§ INPUT
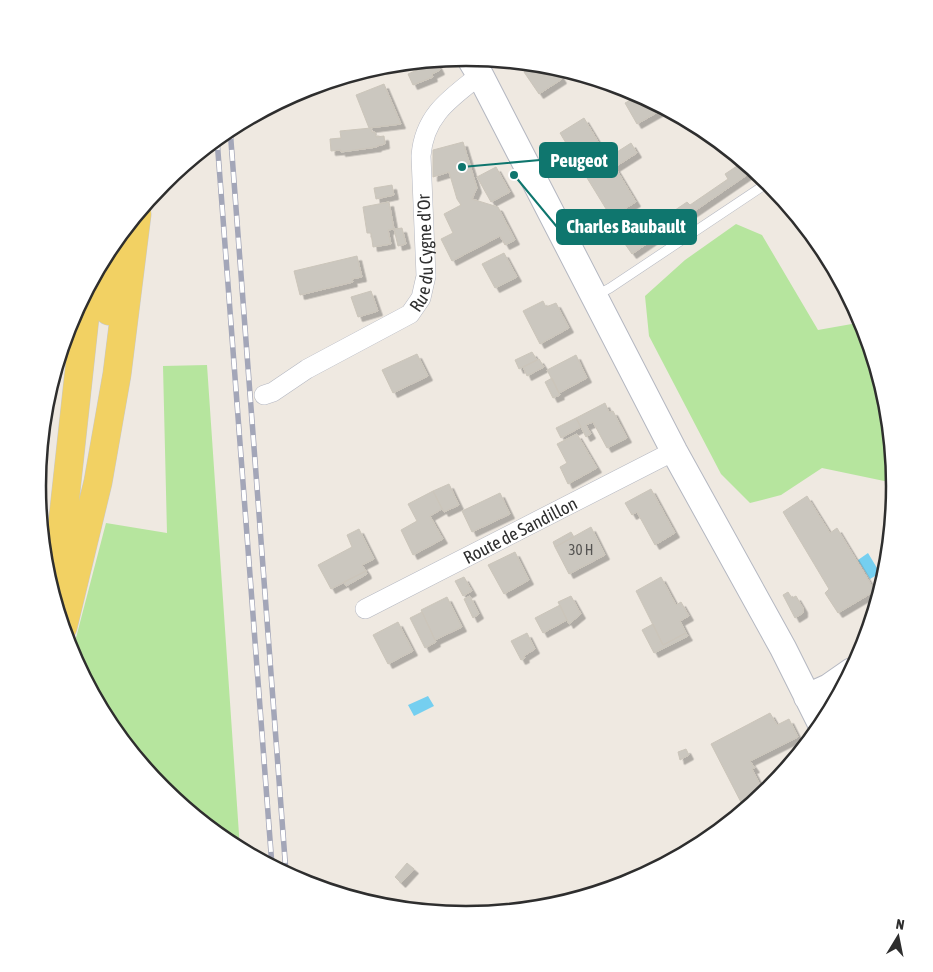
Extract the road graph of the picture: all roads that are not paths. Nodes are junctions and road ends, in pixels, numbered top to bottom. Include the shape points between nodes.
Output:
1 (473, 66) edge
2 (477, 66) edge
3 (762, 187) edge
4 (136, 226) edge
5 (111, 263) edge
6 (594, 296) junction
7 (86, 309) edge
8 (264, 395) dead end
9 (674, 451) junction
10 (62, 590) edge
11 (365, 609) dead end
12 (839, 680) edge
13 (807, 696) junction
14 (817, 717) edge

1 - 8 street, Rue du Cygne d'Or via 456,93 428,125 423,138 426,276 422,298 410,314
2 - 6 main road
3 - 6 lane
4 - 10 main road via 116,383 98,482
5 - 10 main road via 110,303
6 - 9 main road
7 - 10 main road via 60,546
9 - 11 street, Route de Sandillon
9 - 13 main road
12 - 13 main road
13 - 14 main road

§ EXERCISE DETAILS
Without the pictures, extract every entry verbatim.

§ OUTPUT OF THE EXERCISE
Extract the road graph of the picture: all roads that are not paths. Nodes are junctions and road ends, in pixels, numbered top to bottom. Include the shape points between nodes.
Output:
1 (473, 66) edge
2 (477, 66) edge
3 (762, 187) edge
4 (136, 226) edge
5 (111, 263) edge
6 (594, 296) junction
7 (86, 309) edge
8 (264, 395) dead end
9 (674, 451) junction
10 (62, 590) edge
11 (365, 609) dead end
12 (839, 680) edge
13 (807, 696) junction
14 (817, 717) edge

1 - 8 street, Rue du Cygne d'Or via 456,93 428,125 423,138 426,276 422,298 410,314
2 - 6 main road
3 - 6 lane
4 - 10 main road via 116,383 98,482
5 - 10 main road via 110,303
6 - 9 main road
7 - 10 main road via 60,546
9 - 11 street, Route de Sandillon
9 - 13 main road
12 - 13 main road
13 - 14 main road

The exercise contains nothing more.